Segment Start: Extracted information

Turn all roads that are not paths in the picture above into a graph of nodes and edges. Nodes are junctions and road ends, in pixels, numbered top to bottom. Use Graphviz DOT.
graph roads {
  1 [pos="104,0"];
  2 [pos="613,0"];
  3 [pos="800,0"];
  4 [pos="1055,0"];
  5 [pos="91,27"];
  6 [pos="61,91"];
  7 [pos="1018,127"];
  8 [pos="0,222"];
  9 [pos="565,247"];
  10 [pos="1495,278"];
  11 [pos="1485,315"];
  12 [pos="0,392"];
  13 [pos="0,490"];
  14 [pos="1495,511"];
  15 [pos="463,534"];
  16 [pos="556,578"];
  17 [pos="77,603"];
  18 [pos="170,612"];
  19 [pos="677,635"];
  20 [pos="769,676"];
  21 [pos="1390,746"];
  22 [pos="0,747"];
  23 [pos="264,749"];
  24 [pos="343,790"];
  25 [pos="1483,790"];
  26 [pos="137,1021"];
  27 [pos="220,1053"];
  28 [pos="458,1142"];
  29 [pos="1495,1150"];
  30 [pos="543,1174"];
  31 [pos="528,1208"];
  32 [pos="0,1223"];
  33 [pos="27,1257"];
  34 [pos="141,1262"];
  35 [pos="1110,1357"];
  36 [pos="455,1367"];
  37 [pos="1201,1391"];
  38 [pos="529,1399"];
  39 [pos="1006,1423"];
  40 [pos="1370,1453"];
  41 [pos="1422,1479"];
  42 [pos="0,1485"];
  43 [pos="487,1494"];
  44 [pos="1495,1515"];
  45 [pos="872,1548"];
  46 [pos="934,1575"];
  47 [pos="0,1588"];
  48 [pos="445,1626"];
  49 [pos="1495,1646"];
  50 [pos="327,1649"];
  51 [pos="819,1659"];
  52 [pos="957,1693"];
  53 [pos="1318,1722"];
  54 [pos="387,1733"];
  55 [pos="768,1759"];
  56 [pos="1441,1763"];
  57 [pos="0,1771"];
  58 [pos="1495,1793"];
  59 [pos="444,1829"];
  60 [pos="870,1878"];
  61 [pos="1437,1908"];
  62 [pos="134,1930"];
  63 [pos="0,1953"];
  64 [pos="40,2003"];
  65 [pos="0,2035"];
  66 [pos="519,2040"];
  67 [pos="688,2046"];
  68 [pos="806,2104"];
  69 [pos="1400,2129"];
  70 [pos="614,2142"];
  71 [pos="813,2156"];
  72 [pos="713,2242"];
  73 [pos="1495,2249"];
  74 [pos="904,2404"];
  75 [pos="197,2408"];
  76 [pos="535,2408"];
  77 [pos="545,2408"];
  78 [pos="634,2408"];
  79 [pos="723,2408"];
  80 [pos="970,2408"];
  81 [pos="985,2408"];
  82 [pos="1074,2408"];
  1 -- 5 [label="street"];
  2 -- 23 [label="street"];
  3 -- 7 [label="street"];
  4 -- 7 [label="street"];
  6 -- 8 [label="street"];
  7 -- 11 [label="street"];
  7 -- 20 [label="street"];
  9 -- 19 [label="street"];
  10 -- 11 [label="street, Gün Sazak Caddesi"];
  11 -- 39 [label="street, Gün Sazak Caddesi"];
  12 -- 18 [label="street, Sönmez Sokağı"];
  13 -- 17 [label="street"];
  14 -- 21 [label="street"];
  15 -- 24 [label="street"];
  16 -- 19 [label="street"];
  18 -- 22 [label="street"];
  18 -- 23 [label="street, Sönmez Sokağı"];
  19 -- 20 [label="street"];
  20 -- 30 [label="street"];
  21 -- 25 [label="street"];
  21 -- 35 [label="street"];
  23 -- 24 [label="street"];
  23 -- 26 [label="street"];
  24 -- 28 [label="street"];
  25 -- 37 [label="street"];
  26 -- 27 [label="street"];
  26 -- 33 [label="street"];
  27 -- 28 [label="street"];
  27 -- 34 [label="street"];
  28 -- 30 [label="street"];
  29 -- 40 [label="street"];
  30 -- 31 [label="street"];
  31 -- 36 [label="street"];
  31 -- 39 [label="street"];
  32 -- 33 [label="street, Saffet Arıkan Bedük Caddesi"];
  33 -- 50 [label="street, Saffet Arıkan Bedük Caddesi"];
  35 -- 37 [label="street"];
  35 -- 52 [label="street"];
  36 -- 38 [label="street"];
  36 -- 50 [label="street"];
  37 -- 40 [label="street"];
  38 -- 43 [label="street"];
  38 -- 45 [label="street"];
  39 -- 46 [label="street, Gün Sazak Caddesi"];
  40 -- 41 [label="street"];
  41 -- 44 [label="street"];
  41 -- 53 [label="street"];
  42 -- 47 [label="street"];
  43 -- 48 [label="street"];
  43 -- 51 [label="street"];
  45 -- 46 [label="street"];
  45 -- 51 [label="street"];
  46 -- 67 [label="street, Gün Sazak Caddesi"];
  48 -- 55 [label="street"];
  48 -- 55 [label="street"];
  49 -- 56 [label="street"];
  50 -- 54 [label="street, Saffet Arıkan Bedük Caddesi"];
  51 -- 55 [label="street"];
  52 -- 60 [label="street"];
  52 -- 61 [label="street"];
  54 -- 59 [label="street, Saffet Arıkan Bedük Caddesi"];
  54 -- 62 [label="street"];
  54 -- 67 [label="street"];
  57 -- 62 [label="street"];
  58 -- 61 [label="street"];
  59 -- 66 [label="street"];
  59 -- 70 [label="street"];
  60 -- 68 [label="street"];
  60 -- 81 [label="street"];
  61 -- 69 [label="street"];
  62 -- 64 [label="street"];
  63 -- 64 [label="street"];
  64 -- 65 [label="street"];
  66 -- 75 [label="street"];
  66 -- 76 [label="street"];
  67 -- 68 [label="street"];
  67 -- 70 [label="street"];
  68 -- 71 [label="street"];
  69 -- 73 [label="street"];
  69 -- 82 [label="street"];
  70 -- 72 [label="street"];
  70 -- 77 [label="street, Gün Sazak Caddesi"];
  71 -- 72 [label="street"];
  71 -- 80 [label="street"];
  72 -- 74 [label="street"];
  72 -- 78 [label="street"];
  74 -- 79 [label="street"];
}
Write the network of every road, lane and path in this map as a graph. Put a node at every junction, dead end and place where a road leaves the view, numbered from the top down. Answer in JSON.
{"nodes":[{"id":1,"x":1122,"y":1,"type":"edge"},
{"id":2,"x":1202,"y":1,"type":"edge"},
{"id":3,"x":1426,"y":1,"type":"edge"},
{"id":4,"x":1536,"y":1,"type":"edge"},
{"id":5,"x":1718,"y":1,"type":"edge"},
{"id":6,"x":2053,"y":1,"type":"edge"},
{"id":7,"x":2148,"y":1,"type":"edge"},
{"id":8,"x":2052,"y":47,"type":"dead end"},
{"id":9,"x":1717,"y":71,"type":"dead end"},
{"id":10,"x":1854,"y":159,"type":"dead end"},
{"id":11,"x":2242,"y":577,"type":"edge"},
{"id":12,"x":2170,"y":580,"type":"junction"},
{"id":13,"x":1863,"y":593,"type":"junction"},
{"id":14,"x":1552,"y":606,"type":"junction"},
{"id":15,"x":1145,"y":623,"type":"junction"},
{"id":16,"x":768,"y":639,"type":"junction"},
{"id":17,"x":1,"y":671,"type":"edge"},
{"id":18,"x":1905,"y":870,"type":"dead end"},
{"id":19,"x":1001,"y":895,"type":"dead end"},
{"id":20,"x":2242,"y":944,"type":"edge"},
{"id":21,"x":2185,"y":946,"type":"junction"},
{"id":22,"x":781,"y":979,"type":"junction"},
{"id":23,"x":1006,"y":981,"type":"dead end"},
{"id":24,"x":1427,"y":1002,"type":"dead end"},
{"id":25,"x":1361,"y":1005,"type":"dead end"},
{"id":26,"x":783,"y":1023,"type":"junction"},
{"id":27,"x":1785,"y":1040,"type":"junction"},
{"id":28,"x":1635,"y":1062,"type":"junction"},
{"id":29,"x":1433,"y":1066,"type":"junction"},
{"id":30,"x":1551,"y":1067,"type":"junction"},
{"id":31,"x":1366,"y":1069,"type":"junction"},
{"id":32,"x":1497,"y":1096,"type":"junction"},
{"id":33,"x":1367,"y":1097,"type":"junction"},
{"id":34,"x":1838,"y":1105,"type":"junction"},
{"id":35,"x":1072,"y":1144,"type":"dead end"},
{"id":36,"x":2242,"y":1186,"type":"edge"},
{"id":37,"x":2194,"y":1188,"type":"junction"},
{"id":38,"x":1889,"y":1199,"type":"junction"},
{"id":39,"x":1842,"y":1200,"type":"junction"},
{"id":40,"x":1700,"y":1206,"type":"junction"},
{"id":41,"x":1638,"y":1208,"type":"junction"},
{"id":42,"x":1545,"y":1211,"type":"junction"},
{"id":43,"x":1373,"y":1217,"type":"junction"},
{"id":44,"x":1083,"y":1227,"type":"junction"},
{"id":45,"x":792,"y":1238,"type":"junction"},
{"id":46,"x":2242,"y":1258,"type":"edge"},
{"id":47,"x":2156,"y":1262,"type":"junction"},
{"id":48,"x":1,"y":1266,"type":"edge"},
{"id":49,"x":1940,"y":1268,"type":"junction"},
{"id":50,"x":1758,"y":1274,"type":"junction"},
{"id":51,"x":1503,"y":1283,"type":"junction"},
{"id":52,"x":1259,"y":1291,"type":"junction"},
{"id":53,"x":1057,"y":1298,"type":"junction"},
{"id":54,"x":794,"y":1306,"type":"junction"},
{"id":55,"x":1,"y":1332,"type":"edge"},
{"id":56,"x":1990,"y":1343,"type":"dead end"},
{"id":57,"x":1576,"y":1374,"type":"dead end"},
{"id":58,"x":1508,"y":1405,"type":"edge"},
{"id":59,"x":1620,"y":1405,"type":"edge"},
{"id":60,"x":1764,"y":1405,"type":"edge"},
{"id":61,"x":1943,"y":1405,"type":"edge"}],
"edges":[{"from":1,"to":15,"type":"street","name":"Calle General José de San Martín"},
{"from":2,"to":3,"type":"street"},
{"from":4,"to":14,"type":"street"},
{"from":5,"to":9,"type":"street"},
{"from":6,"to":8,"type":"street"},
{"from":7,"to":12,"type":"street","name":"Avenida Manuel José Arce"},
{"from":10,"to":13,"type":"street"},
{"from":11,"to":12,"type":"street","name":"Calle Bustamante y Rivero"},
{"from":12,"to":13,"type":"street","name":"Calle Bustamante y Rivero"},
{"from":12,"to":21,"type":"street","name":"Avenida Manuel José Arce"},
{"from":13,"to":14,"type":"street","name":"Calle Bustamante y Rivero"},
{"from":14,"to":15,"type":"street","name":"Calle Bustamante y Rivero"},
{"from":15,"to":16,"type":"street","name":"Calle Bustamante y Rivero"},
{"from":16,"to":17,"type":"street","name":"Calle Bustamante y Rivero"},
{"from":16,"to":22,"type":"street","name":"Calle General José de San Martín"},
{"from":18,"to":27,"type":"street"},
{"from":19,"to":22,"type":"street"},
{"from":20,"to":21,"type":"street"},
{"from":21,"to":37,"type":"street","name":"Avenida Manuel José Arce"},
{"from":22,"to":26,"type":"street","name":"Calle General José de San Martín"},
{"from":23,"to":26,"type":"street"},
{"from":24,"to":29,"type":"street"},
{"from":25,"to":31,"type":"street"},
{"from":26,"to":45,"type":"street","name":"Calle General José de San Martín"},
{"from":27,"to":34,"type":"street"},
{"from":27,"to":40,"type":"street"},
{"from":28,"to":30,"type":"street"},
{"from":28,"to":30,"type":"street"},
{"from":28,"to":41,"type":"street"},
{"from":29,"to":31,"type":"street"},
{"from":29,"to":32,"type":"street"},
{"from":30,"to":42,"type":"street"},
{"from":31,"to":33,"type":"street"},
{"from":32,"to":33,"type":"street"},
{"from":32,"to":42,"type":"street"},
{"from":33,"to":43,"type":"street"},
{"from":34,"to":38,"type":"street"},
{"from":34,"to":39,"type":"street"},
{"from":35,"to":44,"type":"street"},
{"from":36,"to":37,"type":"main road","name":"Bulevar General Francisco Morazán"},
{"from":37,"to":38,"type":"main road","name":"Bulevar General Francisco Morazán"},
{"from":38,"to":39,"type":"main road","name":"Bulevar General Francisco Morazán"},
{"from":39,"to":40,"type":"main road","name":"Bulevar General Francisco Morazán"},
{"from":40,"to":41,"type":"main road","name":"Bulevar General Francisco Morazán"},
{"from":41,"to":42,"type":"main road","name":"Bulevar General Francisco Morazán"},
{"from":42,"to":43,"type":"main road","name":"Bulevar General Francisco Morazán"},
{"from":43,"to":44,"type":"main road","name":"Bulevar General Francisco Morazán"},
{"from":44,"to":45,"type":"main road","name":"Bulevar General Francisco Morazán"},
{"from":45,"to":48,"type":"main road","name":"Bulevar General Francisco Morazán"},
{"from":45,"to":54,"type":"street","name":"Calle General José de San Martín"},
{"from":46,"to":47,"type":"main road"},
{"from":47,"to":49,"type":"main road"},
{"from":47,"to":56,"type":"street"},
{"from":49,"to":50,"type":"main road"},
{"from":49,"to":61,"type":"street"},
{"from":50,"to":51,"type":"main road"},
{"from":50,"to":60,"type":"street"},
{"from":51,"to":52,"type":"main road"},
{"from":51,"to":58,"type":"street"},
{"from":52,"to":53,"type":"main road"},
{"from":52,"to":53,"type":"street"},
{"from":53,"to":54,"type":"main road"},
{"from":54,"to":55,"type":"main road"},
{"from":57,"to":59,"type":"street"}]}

Segment End: Extracted information

▶ _Required action_
Find the lines in the entries above where "nodes" occurs, and copy each of them.

▶ _Your response_
Turn all roads that are not paths in the picture above into a graph of nodes and edges. Nodes are junctions and road ends, in pixels, numbered top to bottom. Use Graphviz DOT.
{"nodes":[{"id":1,"x":1122,"y":1,"type":"edge"},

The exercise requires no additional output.